[Collected data]

----

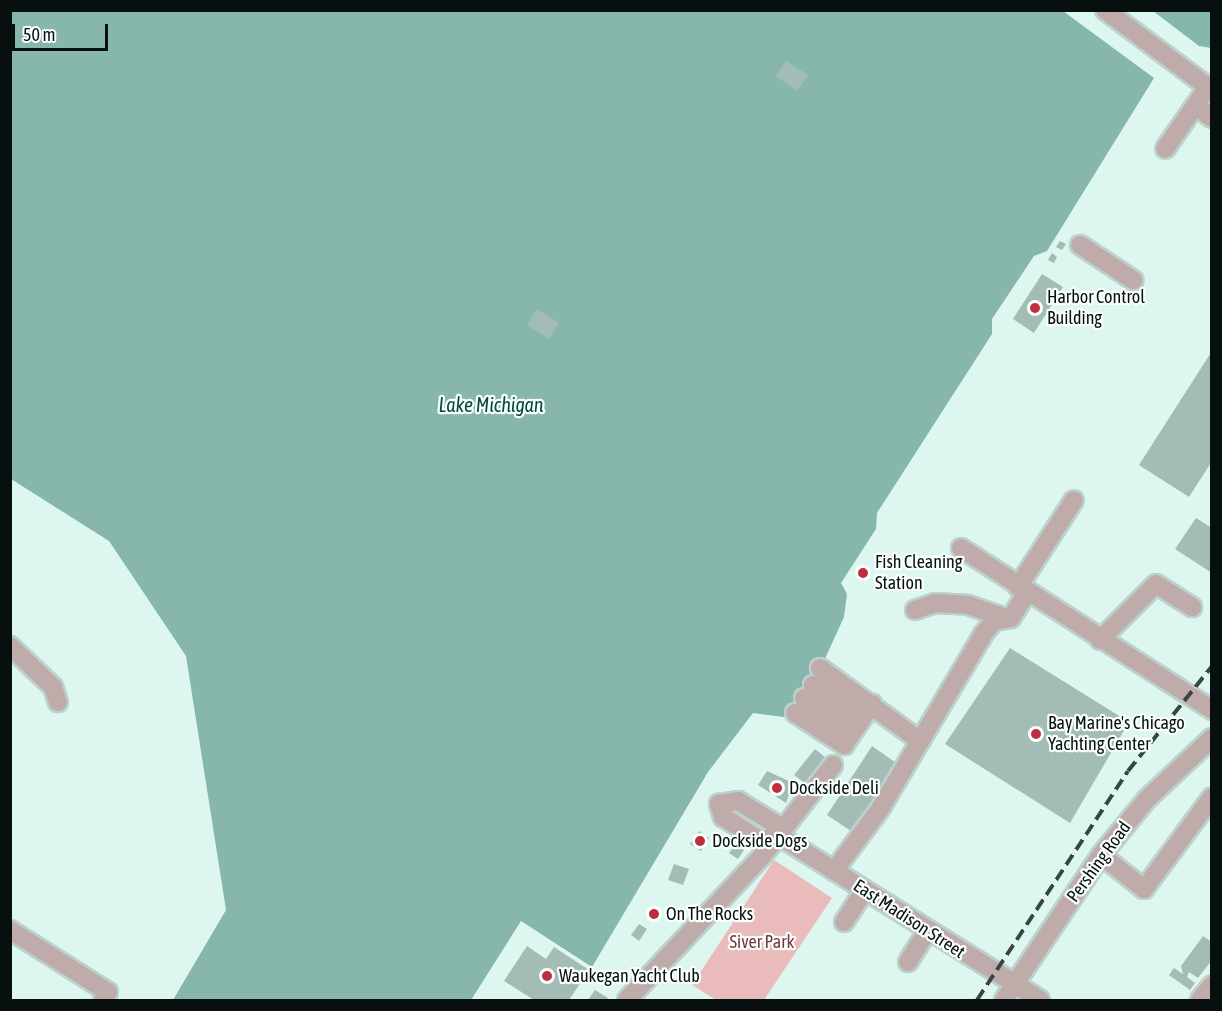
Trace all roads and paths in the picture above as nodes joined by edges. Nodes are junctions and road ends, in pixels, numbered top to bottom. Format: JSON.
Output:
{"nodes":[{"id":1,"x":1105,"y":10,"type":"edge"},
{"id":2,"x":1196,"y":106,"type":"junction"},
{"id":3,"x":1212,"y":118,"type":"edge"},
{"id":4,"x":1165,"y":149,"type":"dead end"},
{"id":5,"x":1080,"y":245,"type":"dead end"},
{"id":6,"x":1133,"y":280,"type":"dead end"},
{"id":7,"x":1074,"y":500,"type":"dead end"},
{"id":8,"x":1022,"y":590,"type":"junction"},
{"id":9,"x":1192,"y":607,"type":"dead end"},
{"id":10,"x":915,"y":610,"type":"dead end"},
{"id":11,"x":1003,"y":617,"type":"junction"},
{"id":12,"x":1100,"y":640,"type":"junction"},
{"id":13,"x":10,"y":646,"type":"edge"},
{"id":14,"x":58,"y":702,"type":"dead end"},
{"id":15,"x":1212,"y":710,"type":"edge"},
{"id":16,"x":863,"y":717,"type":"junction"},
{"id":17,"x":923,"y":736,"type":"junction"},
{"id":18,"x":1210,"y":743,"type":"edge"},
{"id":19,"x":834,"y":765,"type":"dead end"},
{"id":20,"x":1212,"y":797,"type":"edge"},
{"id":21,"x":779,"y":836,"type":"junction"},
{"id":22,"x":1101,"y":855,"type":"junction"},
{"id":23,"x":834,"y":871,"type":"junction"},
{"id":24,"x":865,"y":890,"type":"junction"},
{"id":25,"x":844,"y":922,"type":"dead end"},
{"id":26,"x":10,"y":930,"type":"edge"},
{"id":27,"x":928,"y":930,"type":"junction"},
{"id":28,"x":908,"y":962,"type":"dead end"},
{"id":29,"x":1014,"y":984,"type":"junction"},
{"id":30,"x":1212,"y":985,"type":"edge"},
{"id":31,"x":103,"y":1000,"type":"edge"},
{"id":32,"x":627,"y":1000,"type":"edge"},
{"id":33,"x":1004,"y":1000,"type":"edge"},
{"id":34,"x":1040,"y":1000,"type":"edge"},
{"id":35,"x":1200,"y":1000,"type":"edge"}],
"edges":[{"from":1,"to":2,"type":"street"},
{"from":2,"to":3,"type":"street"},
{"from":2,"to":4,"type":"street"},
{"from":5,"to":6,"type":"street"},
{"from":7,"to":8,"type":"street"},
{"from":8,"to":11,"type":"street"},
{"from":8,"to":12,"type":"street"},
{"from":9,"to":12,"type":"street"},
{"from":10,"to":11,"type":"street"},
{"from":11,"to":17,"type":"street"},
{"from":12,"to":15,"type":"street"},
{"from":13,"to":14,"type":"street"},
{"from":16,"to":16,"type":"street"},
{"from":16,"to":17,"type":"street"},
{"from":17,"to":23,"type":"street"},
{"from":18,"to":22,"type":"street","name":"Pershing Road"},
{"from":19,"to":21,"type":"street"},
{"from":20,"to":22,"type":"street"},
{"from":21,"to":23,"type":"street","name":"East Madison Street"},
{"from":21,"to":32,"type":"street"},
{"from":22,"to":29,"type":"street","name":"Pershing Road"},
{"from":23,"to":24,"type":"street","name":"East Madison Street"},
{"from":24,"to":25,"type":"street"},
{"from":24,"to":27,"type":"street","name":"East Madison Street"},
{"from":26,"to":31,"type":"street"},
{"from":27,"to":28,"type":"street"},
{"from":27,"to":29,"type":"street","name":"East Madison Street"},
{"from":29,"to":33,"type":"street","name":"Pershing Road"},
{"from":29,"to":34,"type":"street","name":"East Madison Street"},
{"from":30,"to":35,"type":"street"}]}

----

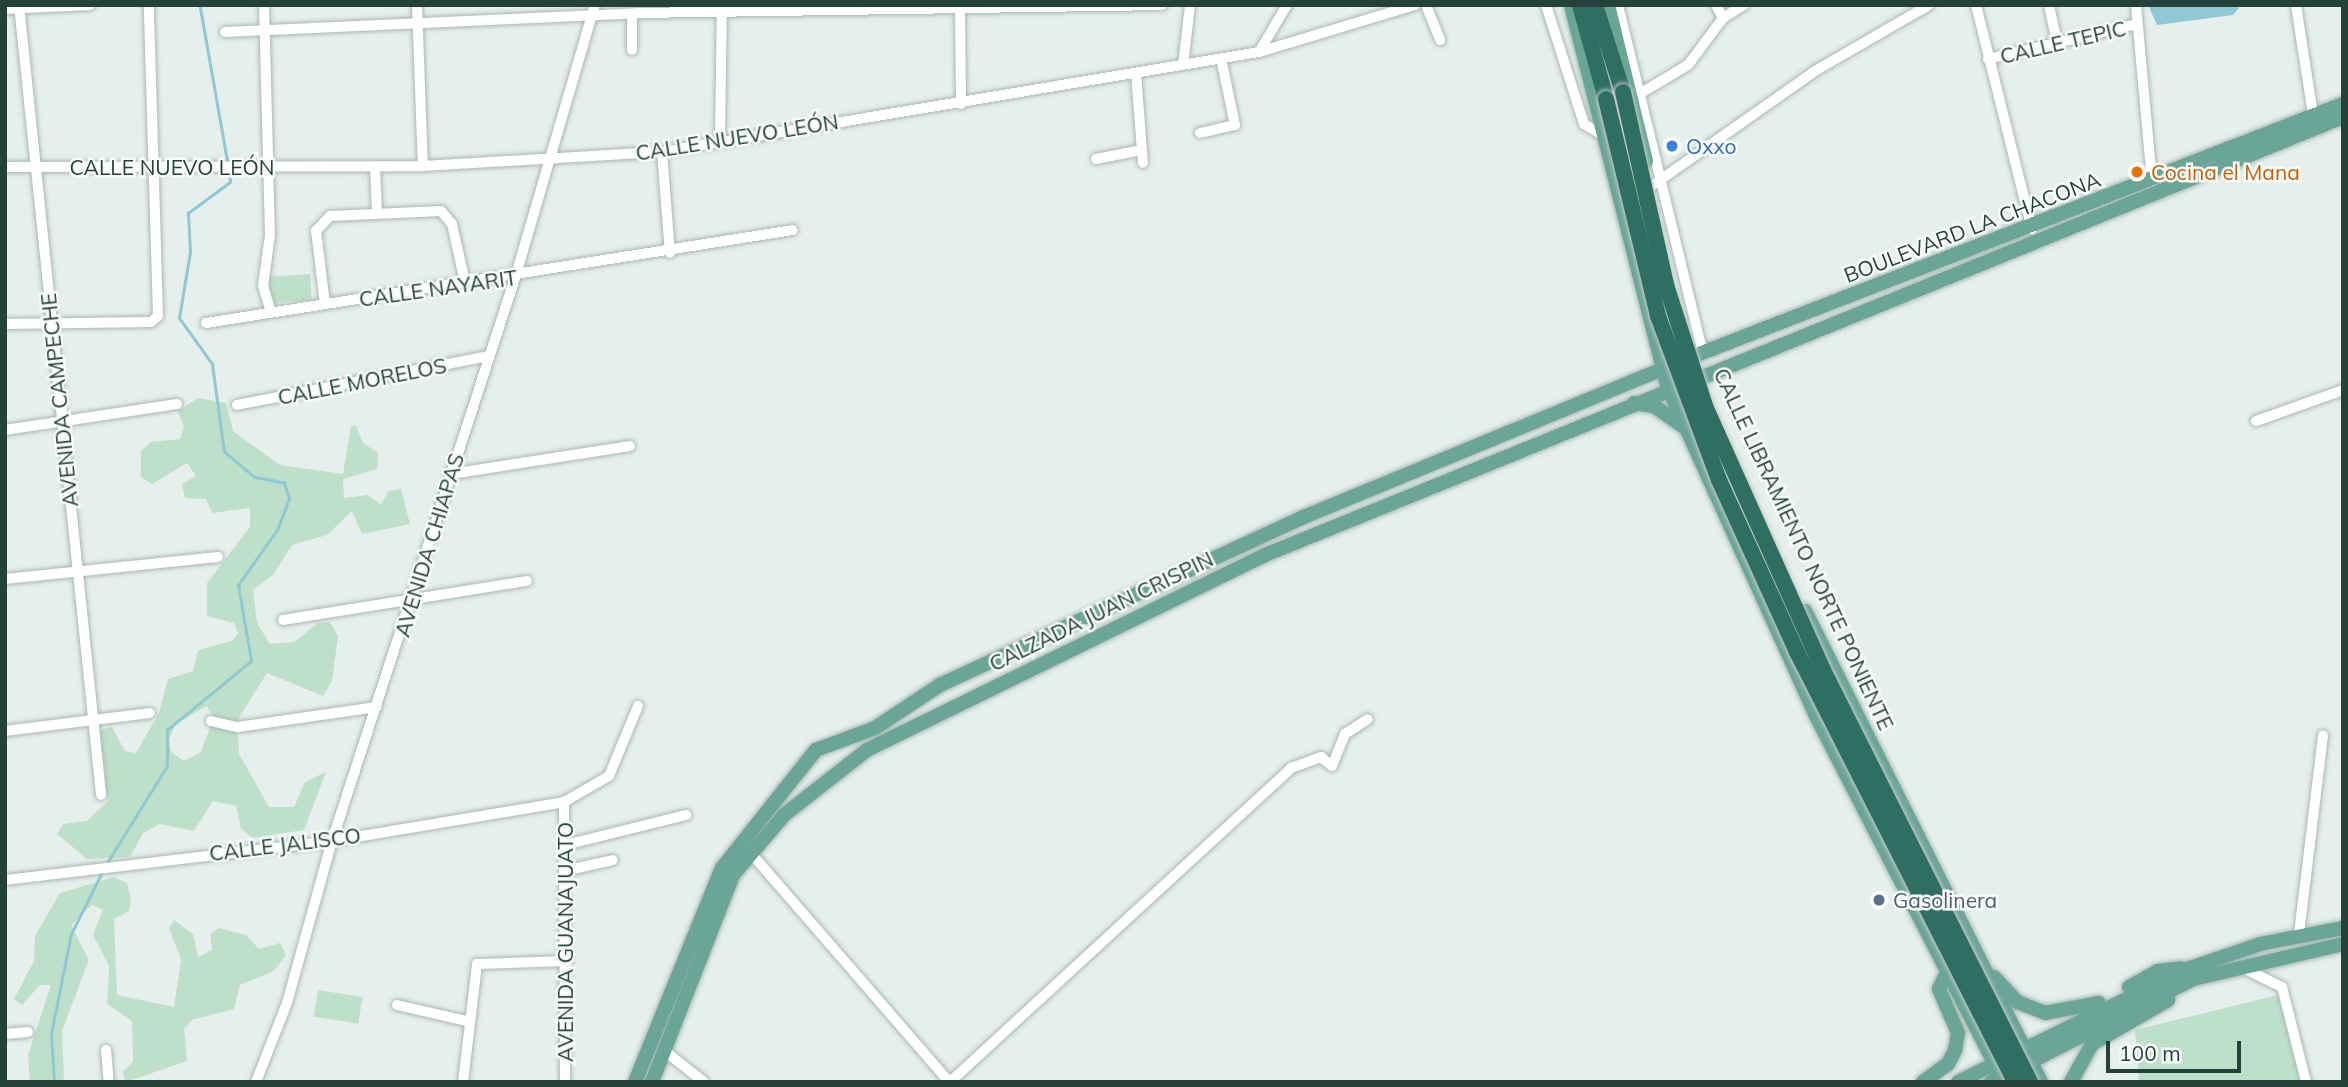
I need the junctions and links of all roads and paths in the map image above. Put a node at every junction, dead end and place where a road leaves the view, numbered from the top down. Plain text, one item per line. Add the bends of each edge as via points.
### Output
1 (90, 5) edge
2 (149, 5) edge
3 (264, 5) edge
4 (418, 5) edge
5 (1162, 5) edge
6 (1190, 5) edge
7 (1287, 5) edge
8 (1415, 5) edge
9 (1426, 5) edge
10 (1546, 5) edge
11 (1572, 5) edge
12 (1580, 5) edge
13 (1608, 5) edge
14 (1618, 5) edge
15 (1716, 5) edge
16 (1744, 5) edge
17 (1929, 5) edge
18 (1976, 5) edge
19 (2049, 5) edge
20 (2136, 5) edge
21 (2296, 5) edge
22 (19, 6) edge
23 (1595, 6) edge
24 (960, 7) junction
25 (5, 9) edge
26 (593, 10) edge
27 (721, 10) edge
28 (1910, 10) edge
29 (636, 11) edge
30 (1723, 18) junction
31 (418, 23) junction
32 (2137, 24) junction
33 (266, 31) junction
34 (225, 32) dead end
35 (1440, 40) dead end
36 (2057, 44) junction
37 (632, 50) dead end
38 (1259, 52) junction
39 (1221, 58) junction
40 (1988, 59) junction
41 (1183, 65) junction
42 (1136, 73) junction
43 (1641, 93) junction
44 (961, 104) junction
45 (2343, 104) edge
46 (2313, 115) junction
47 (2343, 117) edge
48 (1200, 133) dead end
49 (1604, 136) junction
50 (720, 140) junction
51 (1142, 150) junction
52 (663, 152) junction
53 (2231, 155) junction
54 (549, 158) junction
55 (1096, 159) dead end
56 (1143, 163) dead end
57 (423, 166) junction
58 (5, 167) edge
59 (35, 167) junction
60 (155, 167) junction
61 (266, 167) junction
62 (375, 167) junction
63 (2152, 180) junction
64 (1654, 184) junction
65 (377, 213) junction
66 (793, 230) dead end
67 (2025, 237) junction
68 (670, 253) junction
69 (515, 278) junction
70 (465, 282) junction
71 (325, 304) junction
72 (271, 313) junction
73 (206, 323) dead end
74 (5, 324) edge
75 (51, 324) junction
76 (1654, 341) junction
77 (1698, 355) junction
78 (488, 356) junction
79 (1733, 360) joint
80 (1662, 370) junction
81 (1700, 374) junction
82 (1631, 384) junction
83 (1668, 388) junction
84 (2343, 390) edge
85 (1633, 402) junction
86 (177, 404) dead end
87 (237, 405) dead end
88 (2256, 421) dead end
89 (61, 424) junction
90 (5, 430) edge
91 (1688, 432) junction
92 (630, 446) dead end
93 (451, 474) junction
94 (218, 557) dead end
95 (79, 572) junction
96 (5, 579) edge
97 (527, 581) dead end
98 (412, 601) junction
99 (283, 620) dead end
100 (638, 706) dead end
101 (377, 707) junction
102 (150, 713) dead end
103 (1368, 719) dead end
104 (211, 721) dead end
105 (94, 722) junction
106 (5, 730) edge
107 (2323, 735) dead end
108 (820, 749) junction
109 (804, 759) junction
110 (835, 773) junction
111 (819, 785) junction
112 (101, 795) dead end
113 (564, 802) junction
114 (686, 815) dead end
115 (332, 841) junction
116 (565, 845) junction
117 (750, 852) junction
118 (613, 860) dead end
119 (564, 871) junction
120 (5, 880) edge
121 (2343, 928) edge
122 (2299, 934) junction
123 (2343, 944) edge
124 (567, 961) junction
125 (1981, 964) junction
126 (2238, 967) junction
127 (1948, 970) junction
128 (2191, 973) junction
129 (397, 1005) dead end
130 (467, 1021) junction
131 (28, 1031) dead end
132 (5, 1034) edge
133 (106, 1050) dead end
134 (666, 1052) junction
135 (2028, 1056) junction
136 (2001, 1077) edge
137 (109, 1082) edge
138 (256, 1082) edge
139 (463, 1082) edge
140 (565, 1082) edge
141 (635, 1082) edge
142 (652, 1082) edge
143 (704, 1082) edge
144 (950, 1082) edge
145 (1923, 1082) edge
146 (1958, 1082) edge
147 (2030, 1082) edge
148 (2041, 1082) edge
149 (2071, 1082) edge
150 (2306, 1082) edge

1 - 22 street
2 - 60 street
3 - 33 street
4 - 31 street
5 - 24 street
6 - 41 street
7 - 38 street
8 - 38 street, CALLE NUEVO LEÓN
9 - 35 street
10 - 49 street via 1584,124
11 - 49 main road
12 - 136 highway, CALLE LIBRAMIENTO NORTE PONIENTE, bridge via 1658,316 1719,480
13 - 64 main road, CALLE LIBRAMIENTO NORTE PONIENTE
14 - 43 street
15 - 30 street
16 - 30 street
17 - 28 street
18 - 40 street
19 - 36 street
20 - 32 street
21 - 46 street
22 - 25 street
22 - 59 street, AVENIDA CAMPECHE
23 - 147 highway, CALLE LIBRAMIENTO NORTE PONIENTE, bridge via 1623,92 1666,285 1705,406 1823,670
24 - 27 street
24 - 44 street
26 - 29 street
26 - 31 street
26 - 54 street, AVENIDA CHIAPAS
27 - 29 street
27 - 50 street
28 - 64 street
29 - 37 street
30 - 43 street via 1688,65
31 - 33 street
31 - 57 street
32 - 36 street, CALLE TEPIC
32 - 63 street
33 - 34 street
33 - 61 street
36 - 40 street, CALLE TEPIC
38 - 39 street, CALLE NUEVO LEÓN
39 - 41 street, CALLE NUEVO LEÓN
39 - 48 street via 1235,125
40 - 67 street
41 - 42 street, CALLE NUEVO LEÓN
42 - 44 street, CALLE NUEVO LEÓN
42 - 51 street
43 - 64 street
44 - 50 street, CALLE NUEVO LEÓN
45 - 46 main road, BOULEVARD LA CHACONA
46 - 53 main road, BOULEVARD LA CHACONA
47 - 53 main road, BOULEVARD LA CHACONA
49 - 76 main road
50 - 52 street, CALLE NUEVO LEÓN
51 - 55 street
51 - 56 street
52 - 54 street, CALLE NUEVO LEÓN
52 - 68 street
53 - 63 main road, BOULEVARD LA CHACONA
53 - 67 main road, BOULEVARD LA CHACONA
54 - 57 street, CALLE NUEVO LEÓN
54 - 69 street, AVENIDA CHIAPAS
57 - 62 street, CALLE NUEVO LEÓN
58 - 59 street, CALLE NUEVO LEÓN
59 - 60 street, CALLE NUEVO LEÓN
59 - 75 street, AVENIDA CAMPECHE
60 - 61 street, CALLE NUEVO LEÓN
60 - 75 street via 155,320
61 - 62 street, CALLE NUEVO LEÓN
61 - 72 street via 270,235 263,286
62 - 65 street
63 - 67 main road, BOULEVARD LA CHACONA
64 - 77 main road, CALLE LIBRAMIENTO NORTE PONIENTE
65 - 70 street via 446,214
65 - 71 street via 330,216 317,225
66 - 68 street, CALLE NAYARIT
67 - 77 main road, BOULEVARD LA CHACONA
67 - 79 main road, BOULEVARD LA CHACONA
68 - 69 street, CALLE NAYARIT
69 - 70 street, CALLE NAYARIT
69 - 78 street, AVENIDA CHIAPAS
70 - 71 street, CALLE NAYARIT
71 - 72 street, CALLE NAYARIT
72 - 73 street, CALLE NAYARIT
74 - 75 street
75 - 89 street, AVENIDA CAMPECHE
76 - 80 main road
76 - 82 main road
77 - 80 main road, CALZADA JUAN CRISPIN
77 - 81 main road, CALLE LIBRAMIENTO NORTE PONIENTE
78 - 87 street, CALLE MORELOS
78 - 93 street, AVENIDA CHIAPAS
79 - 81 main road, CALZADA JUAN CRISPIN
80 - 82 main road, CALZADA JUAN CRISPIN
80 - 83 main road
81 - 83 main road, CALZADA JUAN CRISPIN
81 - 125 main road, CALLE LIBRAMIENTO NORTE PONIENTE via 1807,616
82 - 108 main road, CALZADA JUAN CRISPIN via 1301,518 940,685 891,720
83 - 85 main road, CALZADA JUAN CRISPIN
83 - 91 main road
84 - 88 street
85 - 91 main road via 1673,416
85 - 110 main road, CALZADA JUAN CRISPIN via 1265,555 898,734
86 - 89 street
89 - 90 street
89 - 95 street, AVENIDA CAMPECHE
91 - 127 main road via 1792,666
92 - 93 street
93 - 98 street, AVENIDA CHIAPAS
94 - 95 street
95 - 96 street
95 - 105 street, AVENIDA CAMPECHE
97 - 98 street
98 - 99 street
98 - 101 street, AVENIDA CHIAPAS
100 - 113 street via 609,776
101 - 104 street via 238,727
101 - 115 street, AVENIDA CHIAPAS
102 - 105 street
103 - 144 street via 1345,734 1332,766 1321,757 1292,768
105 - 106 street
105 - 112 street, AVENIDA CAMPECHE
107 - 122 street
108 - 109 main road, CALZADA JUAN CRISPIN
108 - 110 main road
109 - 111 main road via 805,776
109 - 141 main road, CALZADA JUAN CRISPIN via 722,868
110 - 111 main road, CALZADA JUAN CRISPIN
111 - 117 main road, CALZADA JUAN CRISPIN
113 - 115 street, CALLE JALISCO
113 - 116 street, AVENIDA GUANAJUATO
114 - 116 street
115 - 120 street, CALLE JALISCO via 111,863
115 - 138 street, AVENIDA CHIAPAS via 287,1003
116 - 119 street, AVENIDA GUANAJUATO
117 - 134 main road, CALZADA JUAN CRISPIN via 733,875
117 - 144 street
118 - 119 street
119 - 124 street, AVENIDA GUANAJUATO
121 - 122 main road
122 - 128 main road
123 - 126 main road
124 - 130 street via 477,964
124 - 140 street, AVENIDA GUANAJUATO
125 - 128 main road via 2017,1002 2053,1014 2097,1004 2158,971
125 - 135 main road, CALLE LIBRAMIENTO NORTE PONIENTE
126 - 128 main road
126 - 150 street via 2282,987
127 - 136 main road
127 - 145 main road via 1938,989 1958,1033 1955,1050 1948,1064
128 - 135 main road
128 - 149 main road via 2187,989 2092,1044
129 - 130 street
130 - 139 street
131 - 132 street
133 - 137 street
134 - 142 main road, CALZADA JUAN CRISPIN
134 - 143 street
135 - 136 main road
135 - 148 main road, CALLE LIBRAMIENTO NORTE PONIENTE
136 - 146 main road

----

### TASK ITEM
Find each line in the records above that contains "highway", and copy it.

### EXPECTED ANSWER
12 - 136 highway, CALLE LIBRAMIENTO NORTE PONIENTE, bridge via 1658,316 1719,480
23 - 147 highway, CALLE LIBRAMIENTO NORTE PONIENTE, bridge via 1623,92 1666,285 1705,406 1823,670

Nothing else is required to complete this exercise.